C’est qu’en effet, dans le boudoir, les « instituteurs immoraux » initient la jeune Eugénie à une pratique sexuelle qu’autorise la délégation que Sade fait dans sa conception de la République du droit égalitaire à la jouissance, mais d’une jouissance non organisée autour du manque de l’objet, du phallus symbolique, mais autour du franchissement des limites de la castration en une mise en scène inouïe entre la voix qui ordonne les arrangements et les poses et un phallus imaginaire jamais détumescent sinon dans le court repos qu’impose l’acmé atteinte et à recommencer.

Modernité de Sade, reléguant les limites qu’impose le principe de plaisir à la jouissance en une ère dépassée, dit Lacan.

Rappelons qu’il fut pour cela — pour ses actes (blasphèmes, débauches, sodomie) puis ses écrits — emprisonné vingt-sept ans de sa vie dont treize ans à l’asile de Charenton.

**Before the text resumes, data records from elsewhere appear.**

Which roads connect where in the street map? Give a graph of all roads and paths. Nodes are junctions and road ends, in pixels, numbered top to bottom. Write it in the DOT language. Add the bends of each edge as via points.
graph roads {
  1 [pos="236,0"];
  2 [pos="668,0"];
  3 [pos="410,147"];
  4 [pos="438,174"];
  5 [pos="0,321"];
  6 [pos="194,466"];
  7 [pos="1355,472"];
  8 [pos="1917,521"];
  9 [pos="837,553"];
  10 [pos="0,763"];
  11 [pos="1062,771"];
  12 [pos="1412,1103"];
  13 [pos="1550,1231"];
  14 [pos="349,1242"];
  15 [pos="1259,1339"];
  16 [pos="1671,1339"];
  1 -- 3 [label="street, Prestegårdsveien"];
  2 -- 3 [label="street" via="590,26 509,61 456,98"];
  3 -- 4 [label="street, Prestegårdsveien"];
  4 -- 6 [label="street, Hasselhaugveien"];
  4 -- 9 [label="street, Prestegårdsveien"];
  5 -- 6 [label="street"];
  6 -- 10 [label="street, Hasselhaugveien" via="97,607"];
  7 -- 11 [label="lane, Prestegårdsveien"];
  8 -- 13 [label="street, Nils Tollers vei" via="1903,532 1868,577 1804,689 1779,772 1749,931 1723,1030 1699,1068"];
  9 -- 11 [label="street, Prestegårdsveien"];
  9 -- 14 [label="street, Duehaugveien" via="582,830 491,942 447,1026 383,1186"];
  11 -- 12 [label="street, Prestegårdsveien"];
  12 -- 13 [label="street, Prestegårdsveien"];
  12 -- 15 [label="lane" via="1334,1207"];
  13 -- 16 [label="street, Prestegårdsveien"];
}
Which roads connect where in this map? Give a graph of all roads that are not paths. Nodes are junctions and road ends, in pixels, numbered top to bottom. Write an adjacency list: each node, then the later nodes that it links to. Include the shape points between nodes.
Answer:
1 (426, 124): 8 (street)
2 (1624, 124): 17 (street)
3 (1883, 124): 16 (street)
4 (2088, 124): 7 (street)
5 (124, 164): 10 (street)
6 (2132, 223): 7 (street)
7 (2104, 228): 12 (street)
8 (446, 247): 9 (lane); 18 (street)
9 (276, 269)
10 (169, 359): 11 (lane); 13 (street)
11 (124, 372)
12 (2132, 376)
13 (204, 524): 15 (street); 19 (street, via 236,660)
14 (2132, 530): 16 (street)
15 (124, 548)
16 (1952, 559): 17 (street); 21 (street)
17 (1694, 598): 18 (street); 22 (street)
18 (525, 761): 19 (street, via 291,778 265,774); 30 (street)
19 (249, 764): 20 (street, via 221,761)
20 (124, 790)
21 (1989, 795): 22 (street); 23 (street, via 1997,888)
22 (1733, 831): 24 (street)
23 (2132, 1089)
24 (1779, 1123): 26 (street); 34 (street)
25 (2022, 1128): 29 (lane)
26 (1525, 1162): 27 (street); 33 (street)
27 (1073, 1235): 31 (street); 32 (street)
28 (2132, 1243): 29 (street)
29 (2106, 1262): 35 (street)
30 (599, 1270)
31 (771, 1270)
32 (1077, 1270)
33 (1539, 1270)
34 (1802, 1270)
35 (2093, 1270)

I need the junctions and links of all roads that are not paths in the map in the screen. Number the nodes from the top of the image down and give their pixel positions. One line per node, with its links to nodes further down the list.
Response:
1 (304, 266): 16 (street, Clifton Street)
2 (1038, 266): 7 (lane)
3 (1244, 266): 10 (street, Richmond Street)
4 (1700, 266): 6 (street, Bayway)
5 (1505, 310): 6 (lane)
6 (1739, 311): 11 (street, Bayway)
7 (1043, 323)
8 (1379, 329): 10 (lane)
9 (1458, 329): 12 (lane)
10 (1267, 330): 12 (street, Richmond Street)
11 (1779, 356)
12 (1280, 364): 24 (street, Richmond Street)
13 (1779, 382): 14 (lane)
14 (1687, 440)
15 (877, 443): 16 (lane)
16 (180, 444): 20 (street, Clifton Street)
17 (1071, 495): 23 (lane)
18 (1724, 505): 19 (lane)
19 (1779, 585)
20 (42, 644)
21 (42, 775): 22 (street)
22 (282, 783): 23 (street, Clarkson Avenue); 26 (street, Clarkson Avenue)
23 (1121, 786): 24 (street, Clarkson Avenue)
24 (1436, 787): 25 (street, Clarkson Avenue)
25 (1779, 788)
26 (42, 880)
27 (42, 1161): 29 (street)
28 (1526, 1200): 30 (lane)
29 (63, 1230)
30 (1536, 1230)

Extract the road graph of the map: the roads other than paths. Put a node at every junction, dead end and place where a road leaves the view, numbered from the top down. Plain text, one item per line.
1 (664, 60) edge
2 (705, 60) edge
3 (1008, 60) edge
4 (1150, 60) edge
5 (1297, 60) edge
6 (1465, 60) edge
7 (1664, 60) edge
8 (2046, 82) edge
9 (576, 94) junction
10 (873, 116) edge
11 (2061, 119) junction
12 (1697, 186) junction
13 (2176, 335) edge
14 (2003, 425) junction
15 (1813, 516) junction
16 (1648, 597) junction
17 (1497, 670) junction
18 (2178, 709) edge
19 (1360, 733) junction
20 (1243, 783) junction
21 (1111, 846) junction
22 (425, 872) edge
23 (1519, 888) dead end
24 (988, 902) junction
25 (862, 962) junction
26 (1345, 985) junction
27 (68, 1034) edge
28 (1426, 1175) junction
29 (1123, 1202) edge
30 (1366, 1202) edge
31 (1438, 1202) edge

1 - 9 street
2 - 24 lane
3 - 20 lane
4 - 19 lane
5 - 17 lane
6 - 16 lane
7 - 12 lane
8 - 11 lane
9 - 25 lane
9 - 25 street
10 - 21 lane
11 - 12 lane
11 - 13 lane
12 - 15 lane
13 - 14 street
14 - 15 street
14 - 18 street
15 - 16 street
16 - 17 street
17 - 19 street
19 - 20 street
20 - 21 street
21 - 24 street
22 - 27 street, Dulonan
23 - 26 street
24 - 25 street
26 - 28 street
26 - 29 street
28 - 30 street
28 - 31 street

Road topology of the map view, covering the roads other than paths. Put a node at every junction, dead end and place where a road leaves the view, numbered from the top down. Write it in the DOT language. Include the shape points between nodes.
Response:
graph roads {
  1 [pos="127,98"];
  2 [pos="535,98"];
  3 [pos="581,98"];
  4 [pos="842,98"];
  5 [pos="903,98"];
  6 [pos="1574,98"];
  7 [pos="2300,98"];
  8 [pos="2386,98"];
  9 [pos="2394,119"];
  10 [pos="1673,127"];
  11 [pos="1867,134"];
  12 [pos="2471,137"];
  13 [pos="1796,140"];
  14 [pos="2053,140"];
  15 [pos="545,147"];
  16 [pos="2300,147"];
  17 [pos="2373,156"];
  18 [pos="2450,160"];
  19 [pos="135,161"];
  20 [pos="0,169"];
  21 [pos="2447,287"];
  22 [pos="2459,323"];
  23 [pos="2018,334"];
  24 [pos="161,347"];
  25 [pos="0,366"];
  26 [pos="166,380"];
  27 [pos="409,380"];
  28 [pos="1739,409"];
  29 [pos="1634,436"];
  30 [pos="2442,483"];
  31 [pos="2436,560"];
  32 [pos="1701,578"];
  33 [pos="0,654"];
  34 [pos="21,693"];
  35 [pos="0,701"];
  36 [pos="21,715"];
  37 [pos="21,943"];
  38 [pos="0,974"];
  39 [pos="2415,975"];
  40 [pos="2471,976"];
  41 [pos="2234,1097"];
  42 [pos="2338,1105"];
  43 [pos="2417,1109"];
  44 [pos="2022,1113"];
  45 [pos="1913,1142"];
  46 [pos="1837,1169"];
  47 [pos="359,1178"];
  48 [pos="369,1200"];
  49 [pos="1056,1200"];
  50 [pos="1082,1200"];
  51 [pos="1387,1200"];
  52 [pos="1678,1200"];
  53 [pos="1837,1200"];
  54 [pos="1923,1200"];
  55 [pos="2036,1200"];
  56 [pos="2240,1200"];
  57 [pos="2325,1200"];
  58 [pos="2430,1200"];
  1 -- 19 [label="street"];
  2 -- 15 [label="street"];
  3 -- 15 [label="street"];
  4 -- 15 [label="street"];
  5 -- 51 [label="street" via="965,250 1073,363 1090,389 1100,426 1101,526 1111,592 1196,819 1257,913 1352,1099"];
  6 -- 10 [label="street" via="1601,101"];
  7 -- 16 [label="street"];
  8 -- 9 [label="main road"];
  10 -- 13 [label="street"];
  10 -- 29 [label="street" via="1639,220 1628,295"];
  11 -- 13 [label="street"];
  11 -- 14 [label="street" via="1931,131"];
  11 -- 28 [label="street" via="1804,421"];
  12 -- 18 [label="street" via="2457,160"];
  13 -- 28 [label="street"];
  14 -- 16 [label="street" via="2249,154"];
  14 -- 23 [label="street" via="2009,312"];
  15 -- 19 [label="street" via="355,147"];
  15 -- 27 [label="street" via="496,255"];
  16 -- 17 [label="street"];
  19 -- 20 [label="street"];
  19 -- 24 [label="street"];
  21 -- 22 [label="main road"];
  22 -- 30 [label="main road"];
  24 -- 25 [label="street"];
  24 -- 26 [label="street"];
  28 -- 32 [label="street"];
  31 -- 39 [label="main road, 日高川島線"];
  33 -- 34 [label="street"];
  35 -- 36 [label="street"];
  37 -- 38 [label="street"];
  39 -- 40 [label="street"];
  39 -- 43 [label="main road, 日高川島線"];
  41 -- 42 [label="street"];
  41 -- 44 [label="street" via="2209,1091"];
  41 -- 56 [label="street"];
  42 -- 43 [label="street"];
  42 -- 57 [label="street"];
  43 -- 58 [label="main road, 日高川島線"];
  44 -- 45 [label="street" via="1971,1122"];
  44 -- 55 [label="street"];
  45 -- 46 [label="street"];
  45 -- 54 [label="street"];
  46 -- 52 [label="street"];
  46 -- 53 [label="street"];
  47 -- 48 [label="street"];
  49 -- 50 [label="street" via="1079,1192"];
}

Transféré en 1784 de la prison de Vincennes — où il était incarcéré depuis 1777 — à la Bastille, il y composa son premier roman, chef-d’œuvre de la littérature, Les 120 journées de Sodome dont la perte de son vivant, en 1789, lui fera verser « des larmes de sang ». Conscient de la possibilité de saisie de ce manuscrit inachevé, il en avait établi une copie en écriture minuscule sur un rouleau de papier de plus de douze mètres, composé de petites feuilles de douze centimètres de large collées bout à bout. Le rouleau sera retrouvé dans son cachot par Arnoux de Saint-Maximin, caché dans un godemichet, dit-on.

Ces 120 journées de Sodome, variations fuguées des fantasmes puis des pratiques de quatre riches libertins, maîtres du château de Silling, démontrent de façon rigoureuse, progressive, en des tableaux qui veulent rendre complice le lecteur, saisir son regard concupiscent ou angoissé, ce que veut dire le déni de la limite à la jouissance en s’en faisant l’instrument. S’appliquant à se réguler sur l’excès de cette jouissance, ne cessant de vouloir l’atteindre, de ne pouvoir que ponctuellement mettre la main sur l’objet du désir dans l’indifférenciation sexuelle, en autant de cons, de vits, d’étrons, afin de s’en rendre maître. Mais que cet objet, partie du corps de l’autre, des petites filles, des pucelles, des jeunes garçons enlevés à leurs parents pour être le gibier des orgies des libertins, ne soit jamais adéquat à satisfaire la pleine jouissance — toujours reconduite — autorise autant d’arrangements, de postures, aboutissant graduellement à la torture puis au meurtre des victimes.